Simone ha capito però una cosa, anzi due: egli ha compreso di trovarsi davanti a un uomo che, difficile a credere, è come Dio; inoltre ha riconosciuto d’essere peccatore. Quali peccati ha compiuto Simone? Forse egli non ha mai commesso azioni particolarmente gravi, ma l’essere uomo, col cuore rivolto a se stesso e alle cose della terra, è situazione di distanza dal Dio dell’amore gratuito e fedele. Egli capisce di non essere degno di stare alla presenza di Gesù, il santo di Dio, il Messia.
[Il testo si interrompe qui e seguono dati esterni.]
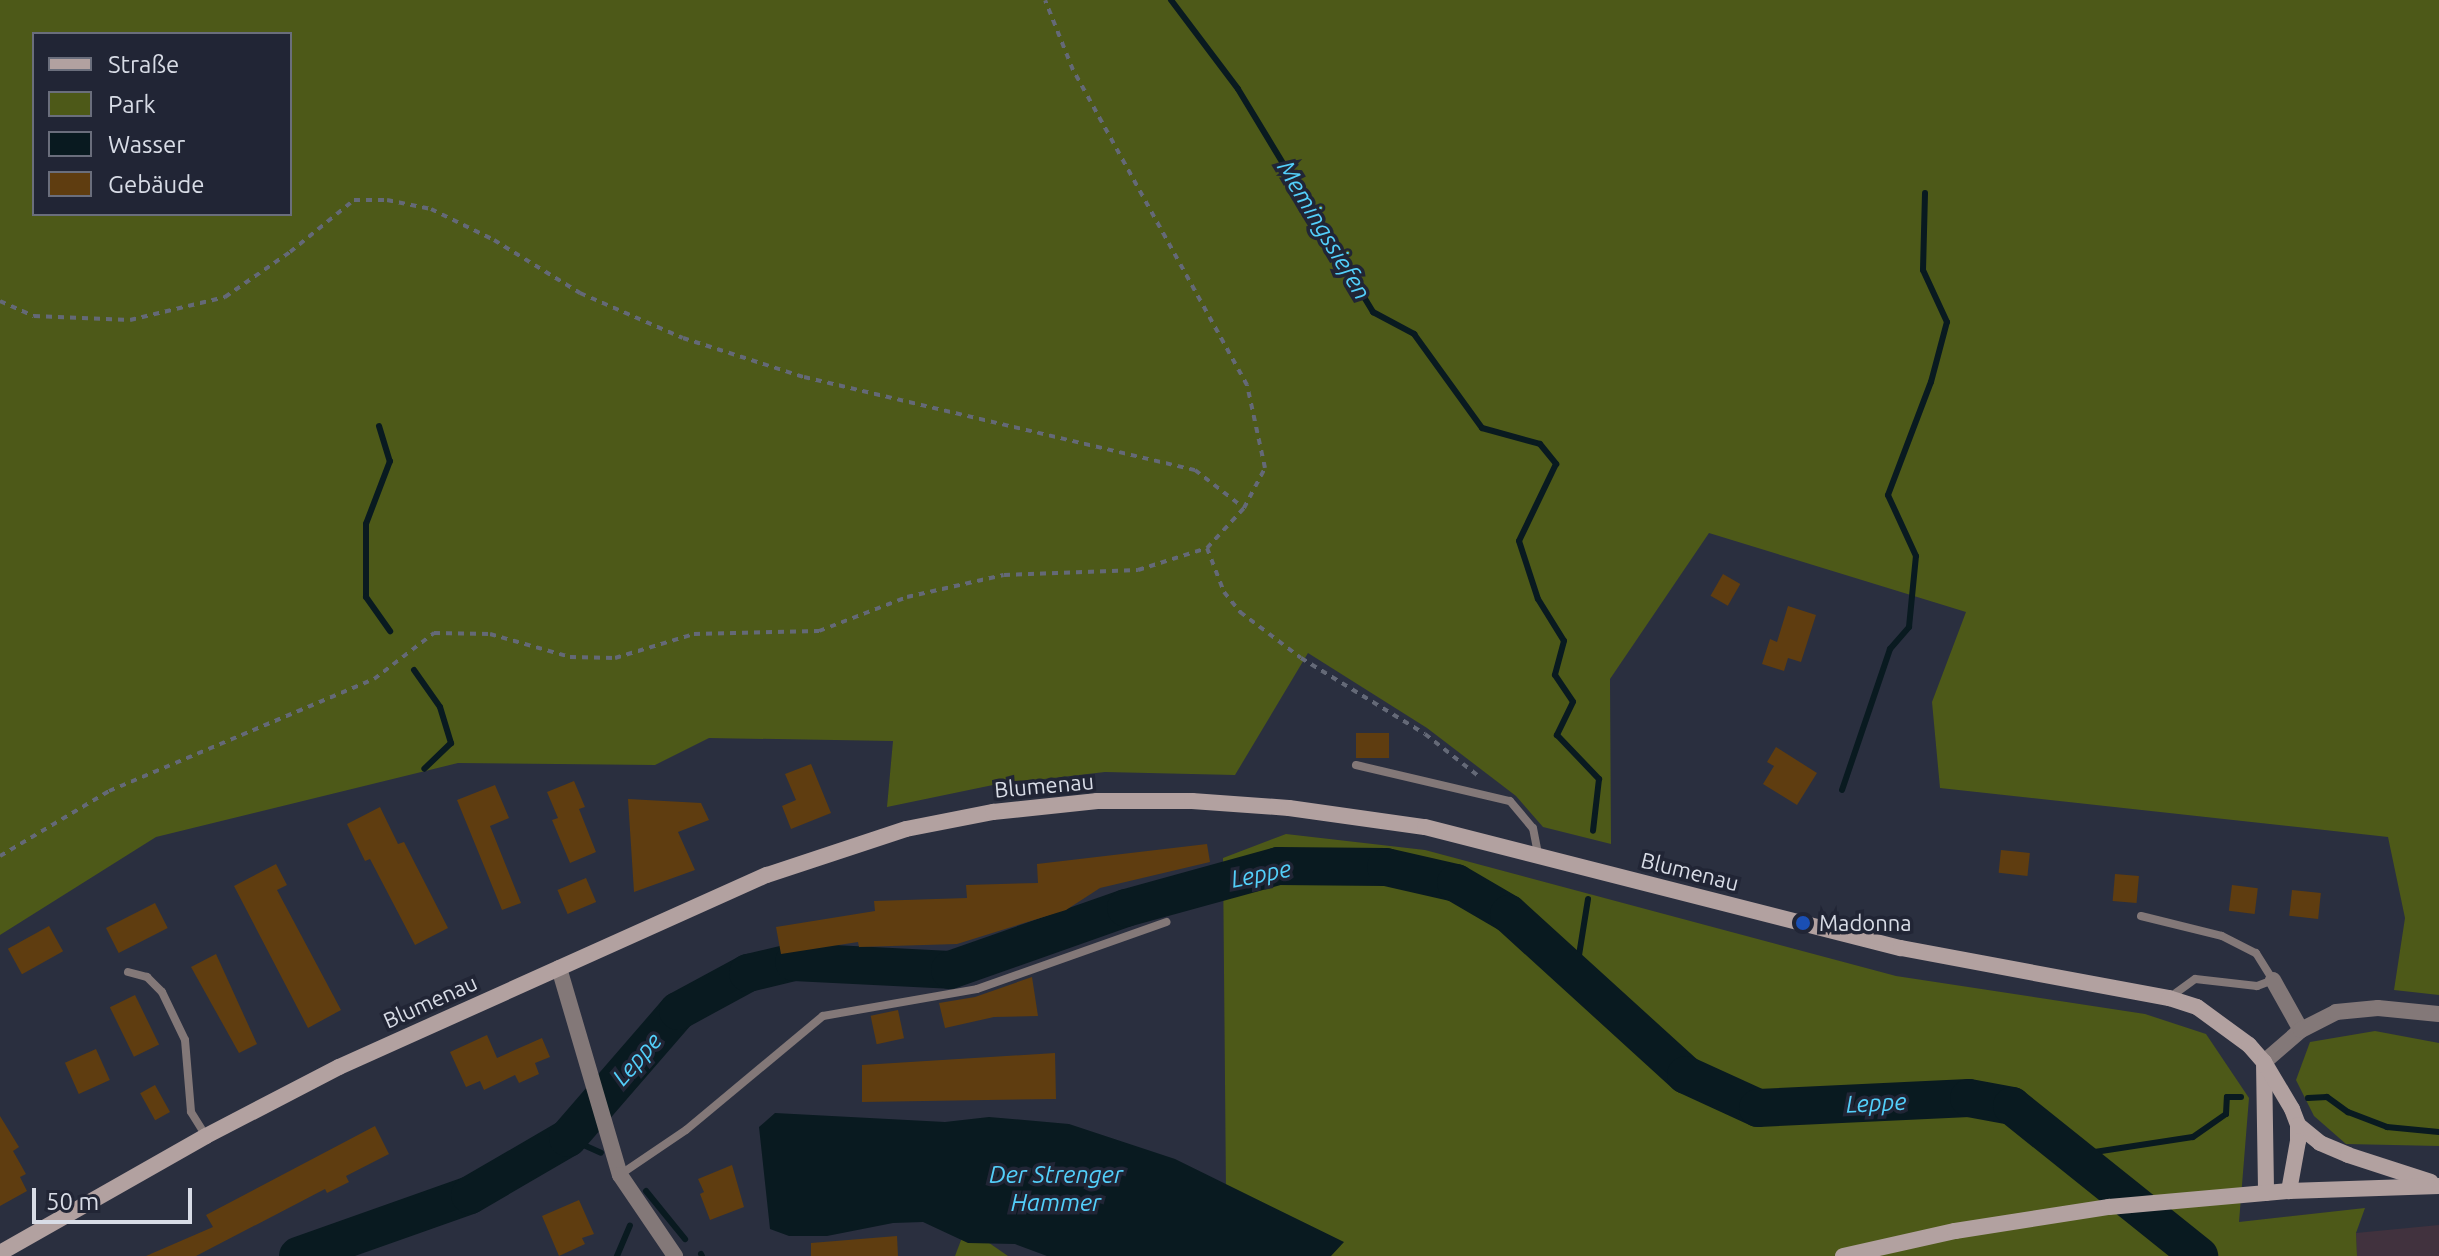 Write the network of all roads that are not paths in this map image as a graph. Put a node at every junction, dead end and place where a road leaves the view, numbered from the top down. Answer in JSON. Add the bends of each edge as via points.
{"nodes":[{"id":1,"x":1356,"y":765,"type":"dead end"},
{"id":2,"x":1538,"y":854,"type":"junction"},
{"id":3,"x":2141,"y":916,"type":"dead end"},
{"id":4,"x":1166,"y":922,"type":"dead end"},
{"id":5,"x":559,"y":968,"type":"junction"},
{"id":6,"x":128,"y":972,"type":"dead end"},
{"id":7,"x":2273,"y":980,"type":"junction"},
{"id":8,"x":2169,"y":998,"type":"junction"},
{"id":9,"x":2439,"y":1014,"type":"edge"},
{"id":10,"x":2301,"y":1030,"type":"junction"},
{"id":11,"x":2264,"y":1062,"type":"junction"},
{"id":12,"x":2298,"y":1125,"type":"junction"},
{"id":13,"x":206,"y":1136,"type":"junction"},
{"id":14,"x":620,"y":1175,"type":"junction"},
{"id":15,"x":2439,"y":1185,"type":"edge"},
{"id":16,"x":2289,"y":1191,"type":"junction"},
{"id":17,"x":2266,"y":1193,"type":"junction"},
{"id":18,"x":0,"y":1253,"type":"edge"},
{"id":19,"x":675,"y":1256,"type":"edge"},
{"id":20,"x":1844,"y":1256,"type":"edge"}],
"edges":[{"from":1,"to":2,"type":"lane","via":[[1510,801],[1533,828]]},
{"from":2,"to":5,"type":"main road","name":"Blumenau","via":[[1425,827],[1289,808],[1097,801],[993,812],[906,829],[767,875]]},
{"from":2,"to":8,"type":"main road","name":"Blumenau","via":[[1901,948]]},
{"from":3,"to":7,"type":"lane","via":[[2222,936],[2256,953]]},
{"from":4,"to":14,"type":"lane","via":[[977,989],[823,1016],[686,1130]]},
{"from":5,"to":13,"type":"main road","name":"Blumenau","via":[[339,1067]]},
{"from":5,"to":14,"type":"street"},
{"from":6,"to":13,"type":"lane","via":[[147,977],[162,992],[185,1040],[191,1112]]},
{"from":7,"to":8,"type":"lane","via":[[2257,986],[2195,979]]},
{"from":7,"to":10,"type":"street"},
{"from":8,"to":11,"type":"main road","name":"Blumenau","via":[[2224,1024]]},
{"from":9,"to":10,"type":"street","via":[[2378,1008],[2336,1012]]},
{"from":10,"to":11,"type":"street"},
{"from":11,"to":12,"type":"main road","name":"Blumenau"},
{"from":11,"to":17,"type":"main road"},
{"from":12,"to":15,"type":"main road","via":[[2320,1143],[2348,1155]]},
{"from":12,"to":16,"type":"main road"},
{"from":13,"to":18,"type":"main road","name":"Blumenau"},
{"from":14,"to":19,"type":"street"},
{"from":15,"to":16,"type":"main road"},
{"from":16,"to":17,"type":"main road"},
{"from":17,"to":20,"type":"main road","via":[[2109,1207],[1955,1231]]}]} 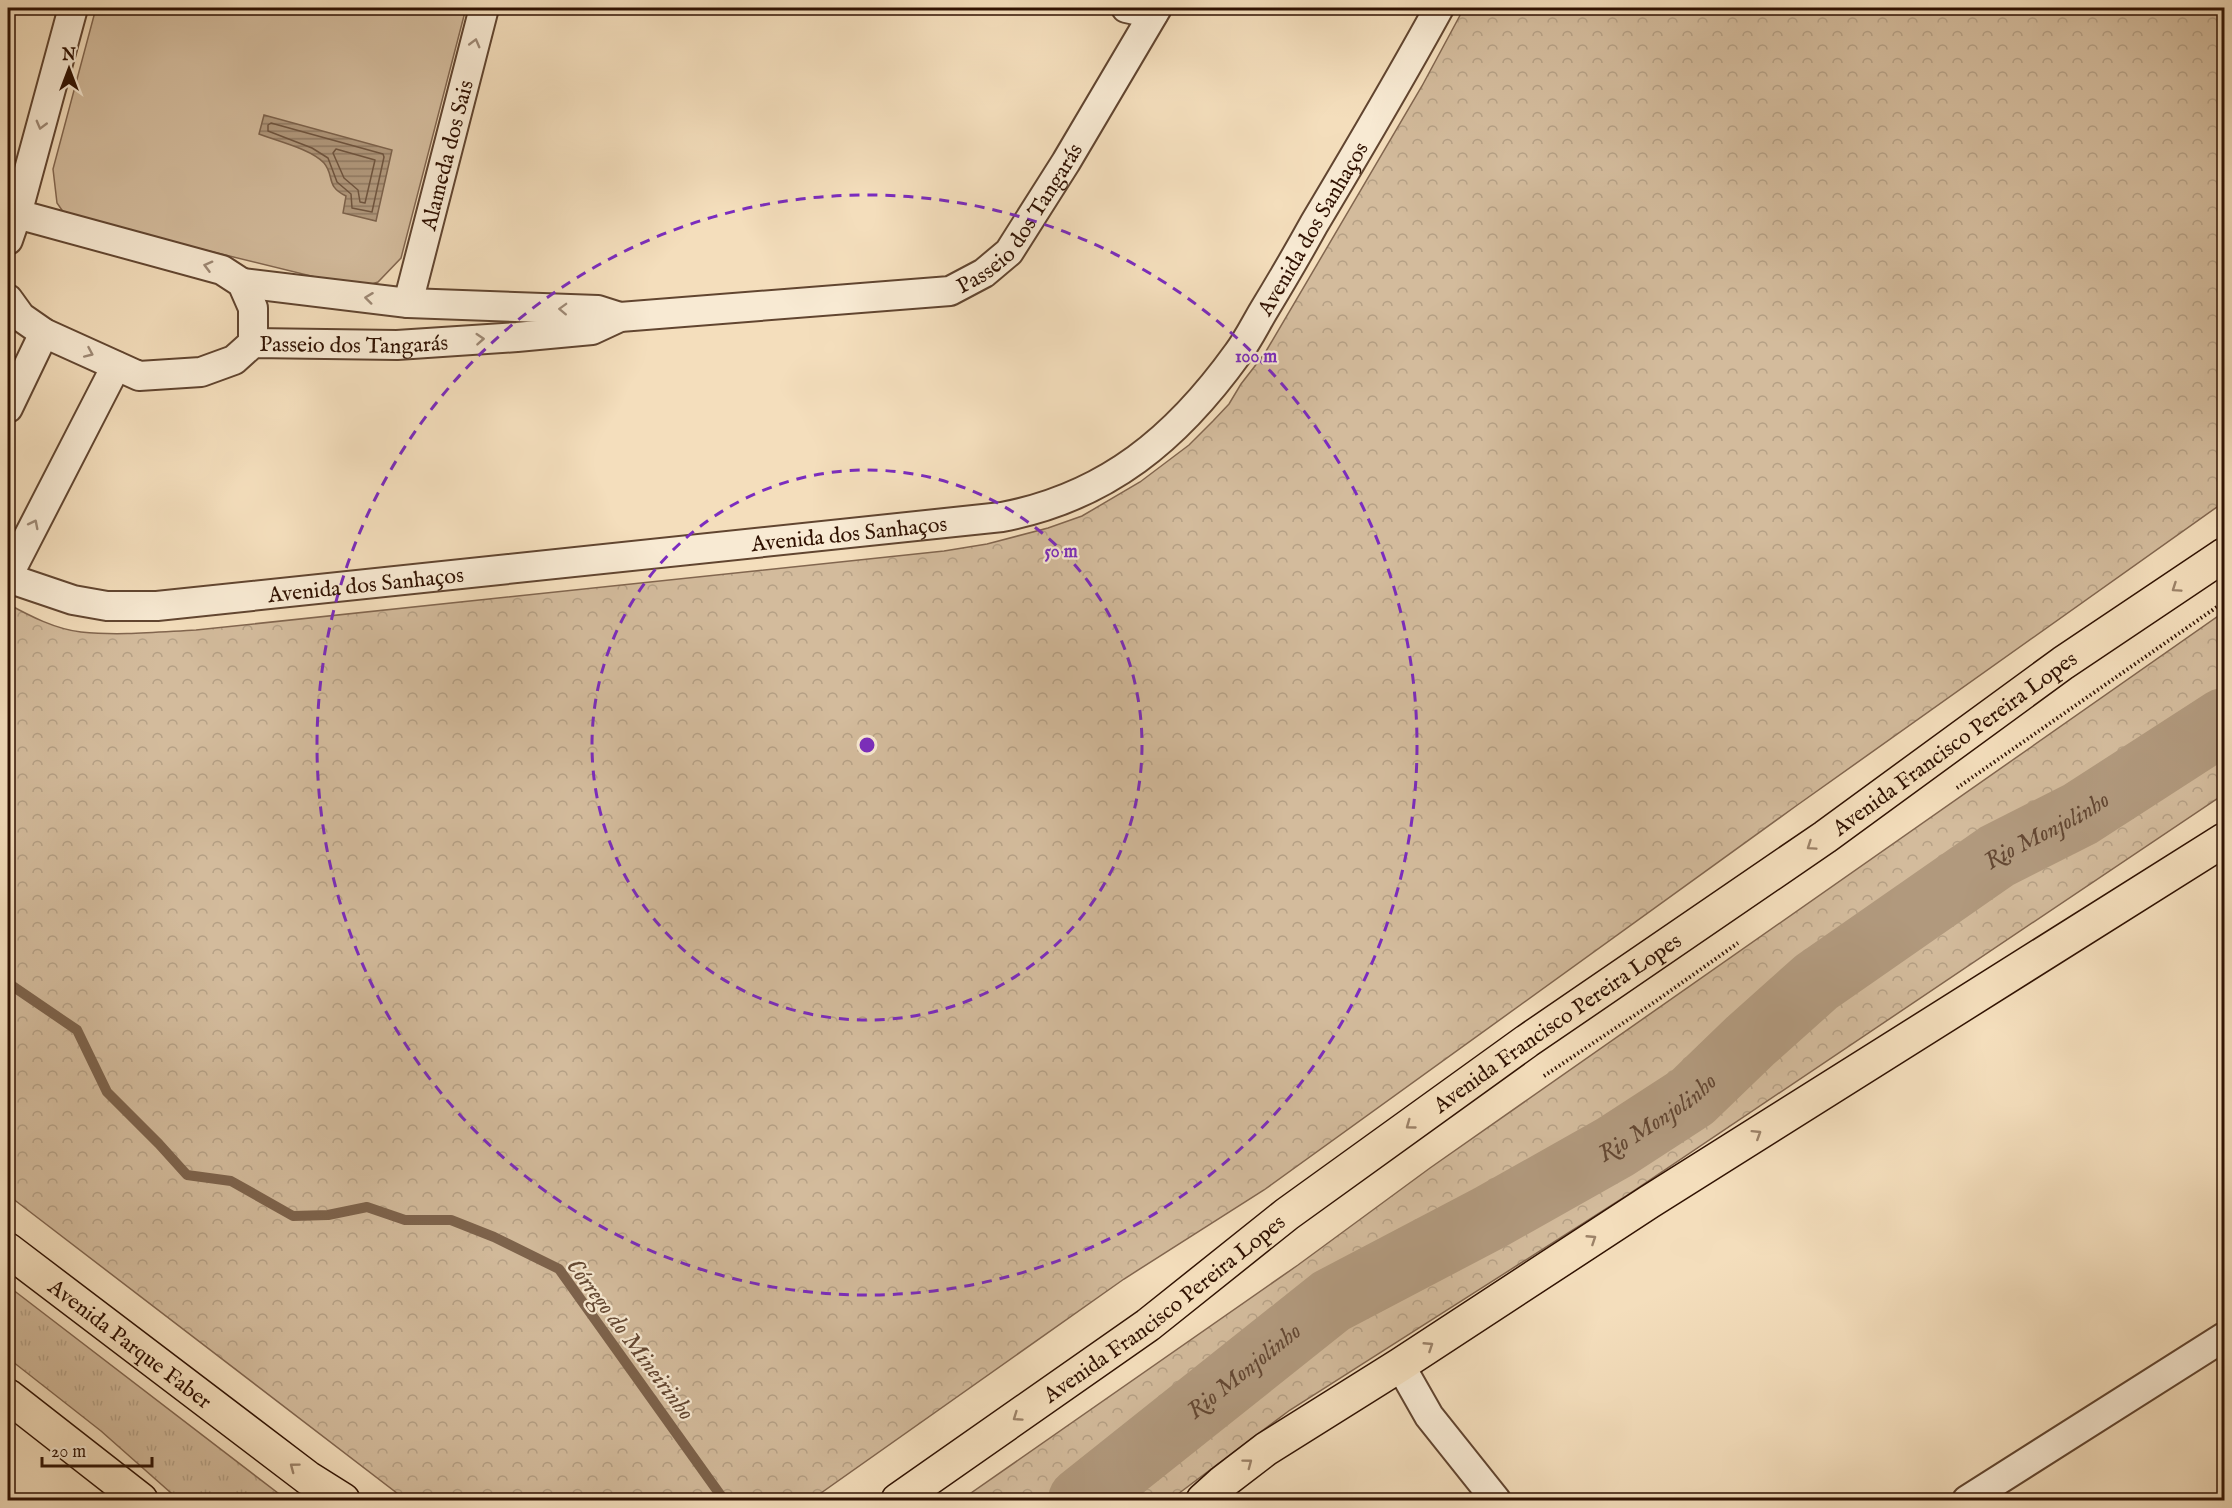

Gesù anzitutto lo rassicura: “Non temere”! È come dicesse: «Sei davvero alla presenza di Dio, ma lui può venire vicino a te, anche se tu sei peccatore. Chi è vicino a Dio viene liberato dal suo peccato, e può collaborare con l’amore del Padre». Ed ecco che Simone e i suoi compagni lasciano tutto, anche il grosso carico di pesci. Gesù non ha voluto arricchirli, ma attirarli a sé. Quando le mani ed il cuore di Simone sono liberi, egli può seguire il Signore, può stare con lui anche continuando a riconoscersi peccatore. E Gesù manifesterà la propria grandezza facendo di Simone e dei suoi soci “pescatori di uomini”. Essi salveranno gli uomini dalla situazione di insicurezza, di pericolo e di morte in cui si trovano a causa del peccato e dell’egoismo, consegnandoli alle mani sicure del Figlio di Dio.
Questa è l’opera che anche San Paolo sta facendo verso i Corinzi. La seconda lettura ce lo presenta mentre, con fedeltà decisa, obbediente e umile, annuncia loro il vangelo. È un ‘vangelo’, una gioiosa notizia, che ha molti testimoni, in particolare i Dodici apostoli. Egli è stato persecutore della Chiesa, grande peccatore quindi, indegno di pronunciare e di scrivere le parole della fede. Proprio per questo egli sta sperimentando la grazia di Dio, di quel Dio che lo ha amato e lo ha scelto. Dio non si vergogna di avere apostoli che prima erano stati fortemente impegnati contro di lui, anzi, la loro conversione testimonia una bontà e una sapienza più grandi di quelle che l’uomo potrebbe immaginare. Paolo perciò annuncia con forza e decisione la morte, la sepoltura e la risurrezione di Gesù, fatti che fondano la conoscenza del Dio vero e che sono garanzia della verità del suo amore.
Le vicende di Isaia, di Pietro e di Paolo sono per noi dei fari luminosi che ci fanno vedere l’immensa misericordia del Padre e ci stimolano ad essere disponibili comunque ad ogni sua chiamata che ci impegni a piccoli o grandi compiti. Siamo sempre indegni, ma se lui chiama, non possiamo impedirgli di manifestare la sua grandezza e di edificare il suo Regno, servendosi proprio della nostra piccolezza e debolezza.